Yeah, indeed. So I wonder how much the platform can be used to drive the collaboration between dev and ops. Because when you and I worked together at Not On The High Street, as a team, we got together with the ops team and we really thought about the kind of UX in terms of how as developers we committed code, how that related to the platform, what ops offered us on the platform... And this was a few years back, we were using Mesos and Marathon pre Kubernetes, but we really did think about this stuff. So do you think the platform can be used as a key driver to increase collaboration?
Nic Jackson (13:56):
Yeah, I think so. And I think it makes sense having centralized platforms. I think it drives a certain efficiency. Some of the things that we were doing were you can make a deployment, you have a pipeline which runs your unit tasks. It can run some functional tasks. At NOTHS, we sometimes, and I say sometimes, had manual acceptance testing. And generally that was based on our appetite for risk. So if I was making a very small change that I knew would have low-risk impact if it went wrong, and actually I had high confidence that the work was correct and would be caught by the automation, we'd just deploy continuously. However, if I was making a big change and I was unsure, or it was high risk to the business, then we would take the additional security of saying, well, we're going to have some manual acceptance around this.
Nic Jackson (14:52):
And in both of those instances, pipeline is essential, because the manual acceptance test there can actually deploy the versions of your application code into the test environment, without the need of interaction with an ops person or a dev person. They can just click buttons. The devs don't need to be doing anything manual. It's reproducible, it's consistent. I just commit my code, and I go through that GitFlow merging approach. And ops can concentrate on doing smart work, which is building the platform better rather than consistently just, "Can you deploy this application for me?" Nobody wants to be doing that.

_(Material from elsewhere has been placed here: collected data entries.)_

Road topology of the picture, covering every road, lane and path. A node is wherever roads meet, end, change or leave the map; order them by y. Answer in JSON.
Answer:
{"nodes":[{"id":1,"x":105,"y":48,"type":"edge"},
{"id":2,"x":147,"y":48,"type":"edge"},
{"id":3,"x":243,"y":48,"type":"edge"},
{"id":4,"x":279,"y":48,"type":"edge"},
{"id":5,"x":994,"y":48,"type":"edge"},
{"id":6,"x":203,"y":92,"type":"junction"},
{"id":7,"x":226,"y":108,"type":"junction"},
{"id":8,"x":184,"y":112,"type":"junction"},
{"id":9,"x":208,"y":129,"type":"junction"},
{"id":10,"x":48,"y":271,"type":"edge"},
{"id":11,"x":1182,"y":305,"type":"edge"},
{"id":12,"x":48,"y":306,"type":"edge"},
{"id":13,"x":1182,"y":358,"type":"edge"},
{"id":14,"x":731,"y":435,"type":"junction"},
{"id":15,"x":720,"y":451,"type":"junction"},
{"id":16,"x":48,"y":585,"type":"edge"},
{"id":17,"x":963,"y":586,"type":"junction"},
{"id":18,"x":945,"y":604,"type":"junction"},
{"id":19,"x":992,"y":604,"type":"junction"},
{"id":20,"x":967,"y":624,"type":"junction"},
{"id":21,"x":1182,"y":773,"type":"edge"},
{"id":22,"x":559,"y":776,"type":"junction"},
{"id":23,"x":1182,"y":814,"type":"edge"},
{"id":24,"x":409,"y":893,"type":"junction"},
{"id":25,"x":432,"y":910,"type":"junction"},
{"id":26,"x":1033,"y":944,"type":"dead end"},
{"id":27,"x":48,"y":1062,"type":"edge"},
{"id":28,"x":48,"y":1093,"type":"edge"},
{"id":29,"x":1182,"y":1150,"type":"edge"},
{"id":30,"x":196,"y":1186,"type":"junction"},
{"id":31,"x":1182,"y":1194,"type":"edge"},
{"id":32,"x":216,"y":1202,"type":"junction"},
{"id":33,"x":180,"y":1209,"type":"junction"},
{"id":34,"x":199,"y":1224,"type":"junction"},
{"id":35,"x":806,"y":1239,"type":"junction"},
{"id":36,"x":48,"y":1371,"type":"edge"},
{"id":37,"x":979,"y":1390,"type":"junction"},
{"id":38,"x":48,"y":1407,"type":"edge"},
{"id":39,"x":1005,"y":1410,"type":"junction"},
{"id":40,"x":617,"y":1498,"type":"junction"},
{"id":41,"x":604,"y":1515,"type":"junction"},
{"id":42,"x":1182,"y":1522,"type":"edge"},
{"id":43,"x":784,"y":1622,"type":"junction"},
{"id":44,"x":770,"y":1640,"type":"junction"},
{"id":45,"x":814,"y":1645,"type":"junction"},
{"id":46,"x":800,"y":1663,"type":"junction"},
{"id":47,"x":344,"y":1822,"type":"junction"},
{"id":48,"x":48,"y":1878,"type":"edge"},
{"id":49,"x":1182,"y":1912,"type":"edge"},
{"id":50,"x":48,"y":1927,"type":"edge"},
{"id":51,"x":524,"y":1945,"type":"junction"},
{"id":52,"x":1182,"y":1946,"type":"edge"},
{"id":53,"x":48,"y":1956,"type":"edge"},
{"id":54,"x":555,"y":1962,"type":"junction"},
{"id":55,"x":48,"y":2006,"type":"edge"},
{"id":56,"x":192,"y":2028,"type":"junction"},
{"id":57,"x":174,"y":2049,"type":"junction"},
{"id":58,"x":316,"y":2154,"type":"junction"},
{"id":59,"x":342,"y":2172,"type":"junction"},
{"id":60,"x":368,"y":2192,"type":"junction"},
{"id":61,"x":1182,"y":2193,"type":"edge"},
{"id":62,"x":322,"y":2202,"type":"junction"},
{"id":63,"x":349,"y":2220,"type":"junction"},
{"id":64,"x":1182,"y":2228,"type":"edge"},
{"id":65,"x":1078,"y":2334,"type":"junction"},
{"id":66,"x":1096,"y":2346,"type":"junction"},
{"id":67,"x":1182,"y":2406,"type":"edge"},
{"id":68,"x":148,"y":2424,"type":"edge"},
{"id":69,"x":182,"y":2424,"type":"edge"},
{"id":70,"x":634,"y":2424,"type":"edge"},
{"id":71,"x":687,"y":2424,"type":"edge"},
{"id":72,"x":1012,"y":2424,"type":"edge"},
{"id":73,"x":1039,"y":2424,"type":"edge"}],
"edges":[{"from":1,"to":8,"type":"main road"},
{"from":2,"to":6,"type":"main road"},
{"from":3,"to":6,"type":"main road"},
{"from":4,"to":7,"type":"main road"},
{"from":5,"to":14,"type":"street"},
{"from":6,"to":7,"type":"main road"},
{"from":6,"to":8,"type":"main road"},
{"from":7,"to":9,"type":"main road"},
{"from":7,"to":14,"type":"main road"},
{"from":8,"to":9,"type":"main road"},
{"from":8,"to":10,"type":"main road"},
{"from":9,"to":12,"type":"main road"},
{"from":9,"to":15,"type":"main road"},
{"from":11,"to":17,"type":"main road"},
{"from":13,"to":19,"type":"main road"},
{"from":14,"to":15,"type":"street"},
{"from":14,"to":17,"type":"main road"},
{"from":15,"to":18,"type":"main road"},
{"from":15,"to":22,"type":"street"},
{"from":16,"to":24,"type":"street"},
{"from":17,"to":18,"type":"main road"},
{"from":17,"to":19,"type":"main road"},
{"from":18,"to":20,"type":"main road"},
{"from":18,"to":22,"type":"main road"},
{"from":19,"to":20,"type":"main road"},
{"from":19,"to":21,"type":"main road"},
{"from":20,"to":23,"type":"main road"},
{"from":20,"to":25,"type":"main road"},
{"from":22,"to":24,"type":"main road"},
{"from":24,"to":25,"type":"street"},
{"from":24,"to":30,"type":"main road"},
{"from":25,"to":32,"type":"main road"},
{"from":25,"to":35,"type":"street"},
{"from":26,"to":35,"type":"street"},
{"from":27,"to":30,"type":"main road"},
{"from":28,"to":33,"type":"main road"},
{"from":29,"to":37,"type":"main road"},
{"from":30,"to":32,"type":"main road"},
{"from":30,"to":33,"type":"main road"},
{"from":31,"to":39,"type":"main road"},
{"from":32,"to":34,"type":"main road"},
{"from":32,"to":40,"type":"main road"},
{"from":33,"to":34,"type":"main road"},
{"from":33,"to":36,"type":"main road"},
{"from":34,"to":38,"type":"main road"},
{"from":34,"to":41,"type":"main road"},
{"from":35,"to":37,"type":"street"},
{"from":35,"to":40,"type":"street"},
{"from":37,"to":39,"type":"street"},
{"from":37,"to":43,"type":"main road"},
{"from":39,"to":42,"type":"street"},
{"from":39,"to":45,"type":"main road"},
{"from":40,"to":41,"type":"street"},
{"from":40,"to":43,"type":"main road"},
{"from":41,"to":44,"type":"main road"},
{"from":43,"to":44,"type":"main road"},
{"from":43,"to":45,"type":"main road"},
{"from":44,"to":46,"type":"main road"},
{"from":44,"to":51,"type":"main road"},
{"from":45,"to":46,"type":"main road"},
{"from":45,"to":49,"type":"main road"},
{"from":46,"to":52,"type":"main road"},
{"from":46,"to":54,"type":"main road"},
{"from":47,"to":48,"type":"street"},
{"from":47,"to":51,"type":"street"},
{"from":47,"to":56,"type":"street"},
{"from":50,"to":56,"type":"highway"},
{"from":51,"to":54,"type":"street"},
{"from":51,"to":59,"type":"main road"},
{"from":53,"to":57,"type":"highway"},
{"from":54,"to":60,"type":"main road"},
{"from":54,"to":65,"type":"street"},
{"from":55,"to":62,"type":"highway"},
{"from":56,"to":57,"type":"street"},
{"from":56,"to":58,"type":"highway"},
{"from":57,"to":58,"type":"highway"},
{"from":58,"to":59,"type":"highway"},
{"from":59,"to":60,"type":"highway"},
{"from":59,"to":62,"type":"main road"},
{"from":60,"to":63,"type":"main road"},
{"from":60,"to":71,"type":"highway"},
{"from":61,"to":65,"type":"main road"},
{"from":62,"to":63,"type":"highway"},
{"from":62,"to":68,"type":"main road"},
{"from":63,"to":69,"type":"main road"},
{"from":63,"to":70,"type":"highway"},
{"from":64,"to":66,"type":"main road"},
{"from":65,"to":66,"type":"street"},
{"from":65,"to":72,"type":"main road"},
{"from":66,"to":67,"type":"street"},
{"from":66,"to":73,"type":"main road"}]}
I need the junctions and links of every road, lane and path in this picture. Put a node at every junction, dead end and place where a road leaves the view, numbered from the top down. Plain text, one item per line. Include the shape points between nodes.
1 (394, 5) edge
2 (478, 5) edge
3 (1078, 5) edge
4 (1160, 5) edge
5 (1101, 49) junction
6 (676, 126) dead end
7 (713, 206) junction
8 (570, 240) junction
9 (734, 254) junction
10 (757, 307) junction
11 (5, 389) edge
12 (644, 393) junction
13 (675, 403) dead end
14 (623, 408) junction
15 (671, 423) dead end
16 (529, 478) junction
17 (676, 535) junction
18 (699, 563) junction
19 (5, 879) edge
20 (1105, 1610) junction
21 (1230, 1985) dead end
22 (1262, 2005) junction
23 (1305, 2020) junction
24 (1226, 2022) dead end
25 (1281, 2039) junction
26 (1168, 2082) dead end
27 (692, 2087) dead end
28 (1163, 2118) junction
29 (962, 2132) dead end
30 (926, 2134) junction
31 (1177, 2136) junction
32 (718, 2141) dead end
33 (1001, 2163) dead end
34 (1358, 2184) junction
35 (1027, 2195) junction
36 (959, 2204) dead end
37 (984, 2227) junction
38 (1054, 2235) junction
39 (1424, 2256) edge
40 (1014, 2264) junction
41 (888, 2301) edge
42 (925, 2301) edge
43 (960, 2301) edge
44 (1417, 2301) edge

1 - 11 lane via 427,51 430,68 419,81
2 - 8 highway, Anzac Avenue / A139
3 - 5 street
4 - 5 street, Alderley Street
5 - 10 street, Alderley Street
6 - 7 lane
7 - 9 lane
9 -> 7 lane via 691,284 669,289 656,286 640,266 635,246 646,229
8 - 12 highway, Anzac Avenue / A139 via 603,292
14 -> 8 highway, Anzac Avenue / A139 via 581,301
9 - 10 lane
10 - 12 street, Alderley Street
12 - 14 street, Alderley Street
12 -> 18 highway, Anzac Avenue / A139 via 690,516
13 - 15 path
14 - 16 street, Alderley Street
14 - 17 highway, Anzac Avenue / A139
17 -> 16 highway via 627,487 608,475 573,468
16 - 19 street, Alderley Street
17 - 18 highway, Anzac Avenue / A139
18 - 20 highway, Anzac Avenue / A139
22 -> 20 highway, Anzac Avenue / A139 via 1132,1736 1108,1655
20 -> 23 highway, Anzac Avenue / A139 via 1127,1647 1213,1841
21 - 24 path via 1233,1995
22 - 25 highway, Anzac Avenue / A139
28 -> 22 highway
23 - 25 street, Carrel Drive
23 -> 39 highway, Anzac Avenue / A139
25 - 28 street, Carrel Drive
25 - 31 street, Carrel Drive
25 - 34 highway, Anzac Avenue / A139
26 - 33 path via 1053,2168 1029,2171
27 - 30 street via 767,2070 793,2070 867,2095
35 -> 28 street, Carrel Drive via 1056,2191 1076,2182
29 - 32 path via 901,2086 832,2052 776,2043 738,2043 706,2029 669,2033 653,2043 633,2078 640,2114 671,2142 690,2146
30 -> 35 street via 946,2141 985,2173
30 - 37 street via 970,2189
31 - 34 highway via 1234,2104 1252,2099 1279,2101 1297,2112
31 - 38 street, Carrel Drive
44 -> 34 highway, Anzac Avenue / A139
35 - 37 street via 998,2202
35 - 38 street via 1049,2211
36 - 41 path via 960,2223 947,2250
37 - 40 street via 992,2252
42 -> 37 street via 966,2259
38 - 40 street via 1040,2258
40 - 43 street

Raising a ticket, can you deploy this. Yeah, sure.
Nic Jackson (15:39):
Everybody benefits from the time being spent on putting the brainpower into the automation as opposed to the manual interaction. So yeah, I think it's really important. Maybe an interesting anecdote around what we did there as well at NOTHS was, do you remember that we had some, I think we were using Ansible at the time for our infrastructure as code. And when you created a new microservice, you had to copy this Ansible playbook, and then you would modify it. And the developers were like, "Oh, I can't work with this. What is this YAML? I can't deploy this." It's really not that complicated. You copy this, you paste it in there and you change these three things. But there was a massive barrier there for some reason. And we tried to educate and we tried to do training, and people were just like, "I don't want to do this."
Nic Jackson (16:28):
So what did we do? Well, we created a CI job which copied it, created the GitHub repo, cloned all of the things, put the defaults in, so that then when a developer wanted to create a new microservice, all they did was run a CI job and then clone the resulting GitHub repo. And it just smoothed it out. It was a simple bash script, but I think user experience you've got to think about. And I think when there's resistance, you shouldn't just assume that it's just somebody being awkward.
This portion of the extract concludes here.